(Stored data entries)
-------
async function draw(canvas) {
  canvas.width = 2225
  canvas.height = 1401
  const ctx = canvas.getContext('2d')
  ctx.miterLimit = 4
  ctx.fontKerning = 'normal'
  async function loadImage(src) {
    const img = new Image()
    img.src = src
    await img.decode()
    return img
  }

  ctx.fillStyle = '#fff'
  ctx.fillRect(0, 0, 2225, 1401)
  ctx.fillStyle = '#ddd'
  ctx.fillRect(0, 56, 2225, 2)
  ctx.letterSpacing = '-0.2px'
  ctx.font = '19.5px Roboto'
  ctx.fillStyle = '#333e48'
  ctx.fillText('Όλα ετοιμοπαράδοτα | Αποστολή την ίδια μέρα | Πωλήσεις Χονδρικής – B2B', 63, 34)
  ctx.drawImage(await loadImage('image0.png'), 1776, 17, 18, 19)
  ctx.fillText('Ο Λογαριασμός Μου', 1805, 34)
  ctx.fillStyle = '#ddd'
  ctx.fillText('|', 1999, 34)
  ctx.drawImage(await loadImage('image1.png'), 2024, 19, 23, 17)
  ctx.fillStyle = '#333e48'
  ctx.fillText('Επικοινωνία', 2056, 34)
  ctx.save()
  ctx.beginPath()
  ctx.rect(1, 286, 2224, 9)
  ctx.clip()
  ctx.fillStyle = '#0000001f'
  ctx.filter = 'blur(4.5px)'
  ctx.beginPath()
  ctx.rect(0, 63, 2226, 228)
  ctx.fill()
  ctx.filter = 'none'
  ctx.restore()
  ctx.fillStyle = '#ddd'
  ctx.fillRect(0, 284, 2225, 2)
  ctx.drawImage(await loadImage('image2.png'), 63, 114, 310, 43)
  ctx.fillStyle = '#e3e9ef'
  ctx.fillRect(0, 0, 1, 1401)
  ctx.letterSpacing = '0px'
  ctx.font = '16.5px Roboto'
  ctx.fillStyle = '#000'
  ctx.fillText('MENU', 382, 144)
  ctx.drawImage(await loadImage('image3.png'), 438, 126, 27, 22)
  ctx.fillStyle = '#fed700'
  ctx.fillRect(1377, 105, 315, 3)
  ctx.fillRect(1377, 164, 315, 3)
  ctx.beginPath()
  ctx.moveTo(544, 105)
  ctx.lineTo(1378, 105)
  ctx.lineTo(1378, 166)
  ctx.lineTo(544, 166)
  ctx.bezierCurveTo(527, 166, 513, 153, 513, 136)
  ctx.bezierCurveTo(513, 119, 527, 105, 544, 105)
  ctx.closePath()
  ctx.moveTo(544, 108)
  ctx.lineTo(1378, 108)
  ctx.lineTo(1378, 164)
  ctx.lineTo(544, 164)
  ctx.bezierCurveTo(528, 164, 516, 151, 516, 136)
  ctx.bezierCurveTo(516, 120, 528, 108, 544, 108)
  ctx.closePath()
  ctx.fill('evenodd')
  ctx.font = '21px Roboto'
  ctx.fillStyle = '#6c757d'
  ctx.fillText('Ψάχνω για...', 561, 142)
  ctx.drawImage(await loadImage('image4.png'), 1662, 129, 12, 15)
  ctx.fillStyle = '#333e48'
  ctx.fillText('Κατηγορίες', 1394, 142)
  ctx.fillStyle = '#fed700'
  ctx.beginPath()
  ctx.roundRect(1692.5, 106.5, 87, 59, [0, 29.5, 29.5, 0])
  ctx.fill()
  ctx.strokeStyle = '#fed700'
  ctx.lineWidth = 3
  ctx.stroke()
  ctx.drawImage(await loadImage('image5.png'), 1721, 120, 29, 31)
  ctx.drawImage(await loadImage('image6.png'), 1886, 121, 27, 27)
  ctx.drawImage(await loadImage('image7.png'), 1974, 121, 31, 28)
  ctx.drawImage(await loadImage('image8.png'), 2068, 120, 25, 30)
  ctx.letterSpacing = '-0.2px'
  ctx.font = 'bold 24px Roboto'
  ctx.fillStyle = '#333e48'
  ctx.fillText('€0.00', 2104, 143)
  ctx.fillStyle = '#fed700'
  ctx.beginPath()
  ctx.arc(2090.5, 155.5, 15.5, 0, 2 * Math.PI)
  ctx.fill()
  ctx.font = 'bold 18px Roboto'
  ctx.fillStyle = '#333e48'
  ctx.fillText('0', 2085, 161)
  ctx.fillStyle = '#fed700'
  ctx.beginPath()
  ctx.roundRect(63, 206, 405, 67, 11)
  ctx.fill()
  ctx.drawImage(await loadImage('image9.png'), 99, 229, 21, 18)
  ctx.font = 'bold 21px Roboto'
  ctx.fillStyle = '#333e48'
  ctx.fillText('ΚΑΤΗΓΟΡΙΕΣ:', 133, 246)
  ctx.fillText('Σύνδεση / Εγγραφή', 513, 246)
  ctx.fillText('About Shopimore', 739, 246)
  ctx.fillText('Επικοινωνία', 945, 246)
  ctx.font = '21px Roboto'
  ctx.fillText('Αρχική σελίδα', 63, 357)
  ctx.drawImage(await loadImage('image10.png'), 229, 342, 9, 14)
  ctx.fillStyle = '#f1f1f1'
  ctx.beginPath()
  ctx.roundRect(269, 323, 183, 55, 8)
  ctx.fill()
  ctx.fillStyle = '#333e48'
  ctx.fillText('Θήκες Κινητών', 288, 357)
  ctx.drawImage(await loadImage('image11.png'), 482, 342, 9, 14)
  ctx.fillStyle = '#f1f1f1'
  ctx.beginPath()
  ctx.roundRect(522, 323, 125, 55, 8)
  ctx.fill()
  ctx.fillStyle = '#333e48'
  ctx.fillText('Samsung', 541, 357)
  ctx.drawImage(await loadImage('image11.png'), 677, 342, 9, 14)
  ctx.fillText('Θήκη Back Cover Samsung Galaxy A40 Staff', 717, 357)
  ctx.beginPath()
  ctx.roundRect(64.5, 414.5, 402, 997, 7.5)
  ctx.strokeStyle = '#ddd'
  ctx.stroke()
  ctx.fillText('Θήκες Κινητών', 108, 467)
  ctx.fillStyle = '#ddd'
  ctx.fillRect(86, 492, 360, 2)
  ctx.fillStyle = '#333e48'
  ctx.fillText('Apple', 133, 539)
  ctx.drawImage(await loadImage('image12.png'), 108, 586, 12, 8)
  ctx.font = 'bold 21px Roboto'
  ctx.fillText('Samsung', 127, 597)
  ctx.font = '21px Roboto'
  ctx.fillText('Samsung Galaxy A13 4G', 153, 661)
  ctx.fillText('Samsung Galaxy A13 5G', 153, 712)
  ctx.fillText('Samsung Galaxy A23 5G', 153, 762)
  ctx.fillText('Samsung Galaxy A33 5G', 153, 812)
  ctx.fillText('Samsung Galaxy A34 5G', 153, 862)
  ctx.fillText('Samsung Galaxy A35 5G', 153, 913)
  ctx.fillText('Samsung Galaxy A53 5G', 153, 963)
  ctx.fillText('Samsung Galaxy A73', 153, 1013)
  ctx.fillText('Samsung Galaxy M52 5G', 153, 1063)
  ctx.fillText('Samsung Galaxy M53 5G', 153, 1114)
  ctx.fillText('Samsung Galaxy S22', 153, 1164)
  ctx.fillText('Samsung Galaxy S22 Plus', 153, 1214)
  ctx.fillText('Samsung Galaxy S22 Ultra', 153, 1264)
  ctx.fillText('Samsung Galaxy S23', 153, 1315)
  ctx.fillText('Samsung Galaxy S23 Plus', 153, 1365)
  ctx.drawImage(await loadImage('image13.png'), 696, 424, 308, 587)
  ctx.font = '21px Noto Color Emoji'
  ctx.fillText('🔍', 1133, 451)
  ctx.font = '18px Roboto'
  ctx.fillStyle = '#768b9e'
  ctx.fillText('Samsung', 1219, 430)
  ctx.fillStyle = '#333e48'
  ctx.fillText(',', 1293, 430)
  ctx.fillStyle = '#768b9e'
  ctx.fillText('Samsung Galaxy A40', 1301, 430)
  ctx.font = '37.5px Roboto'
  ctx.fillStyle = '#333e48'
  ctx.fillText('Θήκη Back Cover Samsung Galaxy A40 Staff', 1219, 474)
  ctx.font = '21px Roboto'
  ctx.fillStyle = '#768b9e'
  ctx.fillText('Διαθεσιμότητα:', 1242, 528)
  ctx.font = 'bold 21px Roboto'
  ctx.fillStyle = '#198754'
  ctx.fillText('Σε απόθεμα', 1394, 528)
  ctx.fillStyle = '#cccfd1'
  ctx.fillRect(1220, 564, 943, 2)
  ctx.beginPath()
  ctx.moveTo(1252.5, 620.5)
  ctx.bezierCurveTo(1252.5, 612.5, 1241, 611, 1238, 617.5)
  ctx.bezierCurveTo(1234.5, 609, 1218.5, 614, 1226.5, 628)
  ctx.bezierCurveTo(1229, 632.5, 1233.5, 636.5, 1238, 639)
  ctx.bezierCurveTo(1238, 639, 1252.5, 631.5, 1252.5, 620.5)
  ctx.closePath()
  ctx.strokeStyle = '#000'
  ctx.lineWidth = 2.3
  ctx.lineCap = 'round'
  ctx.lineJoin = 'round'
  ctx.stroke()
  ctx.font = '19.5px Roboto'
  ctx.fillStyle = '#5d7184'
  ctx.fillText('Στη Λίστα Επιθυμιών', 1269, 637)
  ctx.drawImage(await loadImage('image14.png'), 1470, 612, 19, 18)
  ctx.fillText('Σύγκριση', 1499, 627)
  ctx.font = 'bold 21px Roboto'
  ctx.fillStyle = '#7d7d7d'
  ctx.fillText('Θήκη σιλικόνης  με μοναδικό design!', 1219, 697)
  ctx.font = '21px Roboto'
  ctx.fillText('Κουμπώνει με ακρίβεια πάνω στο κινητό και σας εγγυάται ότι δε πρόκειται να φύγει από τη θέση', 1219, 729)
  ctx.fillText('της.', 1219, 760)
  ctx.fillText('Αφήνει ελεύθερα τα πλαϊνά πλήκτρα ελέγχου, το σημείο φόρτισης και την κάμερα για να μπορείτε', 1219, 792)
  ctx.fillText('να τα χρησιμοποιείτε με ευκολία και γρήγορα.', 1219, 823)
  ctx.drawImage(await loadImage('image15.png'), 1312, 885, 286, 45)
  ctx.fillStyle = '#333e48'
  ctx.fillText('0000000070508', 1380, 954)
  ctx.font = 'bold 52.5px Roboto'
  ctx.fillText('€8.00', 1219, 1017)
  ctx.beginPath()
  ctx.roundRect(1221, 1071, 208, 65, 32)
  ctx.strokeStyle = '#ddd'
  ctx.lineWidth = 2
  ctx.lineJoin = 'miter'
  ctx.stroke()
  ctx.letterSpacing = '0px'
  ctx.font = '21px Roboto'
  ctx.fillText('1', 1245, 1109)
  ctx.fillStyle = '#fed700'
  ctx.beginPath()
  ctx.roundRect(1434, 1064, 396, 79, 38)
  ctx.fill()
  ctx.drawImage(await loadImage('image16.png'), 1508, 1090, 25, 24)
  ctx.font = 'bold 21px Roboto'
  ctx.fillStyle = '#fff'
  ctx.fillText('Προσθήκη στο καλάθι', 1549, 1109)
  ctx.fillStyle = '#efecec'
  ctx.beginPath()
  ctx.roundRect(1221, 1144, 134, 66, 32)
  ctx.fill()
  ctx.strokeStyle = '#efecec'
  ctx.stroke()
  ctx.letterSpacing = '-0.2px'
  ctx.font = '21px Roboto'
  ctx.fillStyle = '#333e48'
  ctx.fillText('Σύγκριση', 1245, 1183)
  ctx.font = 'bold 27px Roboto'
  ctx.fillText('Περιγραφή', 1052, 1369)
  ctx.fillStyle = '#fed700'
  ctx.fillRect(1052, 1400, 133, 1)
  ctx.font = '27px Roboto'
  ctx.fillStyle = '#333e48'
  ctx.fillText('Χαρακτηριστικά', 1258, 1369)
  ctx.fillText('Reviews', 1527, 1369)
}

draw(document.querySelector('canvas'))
-------
▸ Exercise directions: The required output is the set of lines from the first line of the data through the line that contains "img.src = src", transcribed exactly.

▸ Task response:
async function draw(canvas) {
  canvas.width = 2225
  canvas.height = 1401
  const ctx = canvas.getContext('2d')
  ctx.miterLimit = 4
  ctx.fontKerning = 'normal'
  async function loadImage(src) {
    const img = new Image()
    img.src = src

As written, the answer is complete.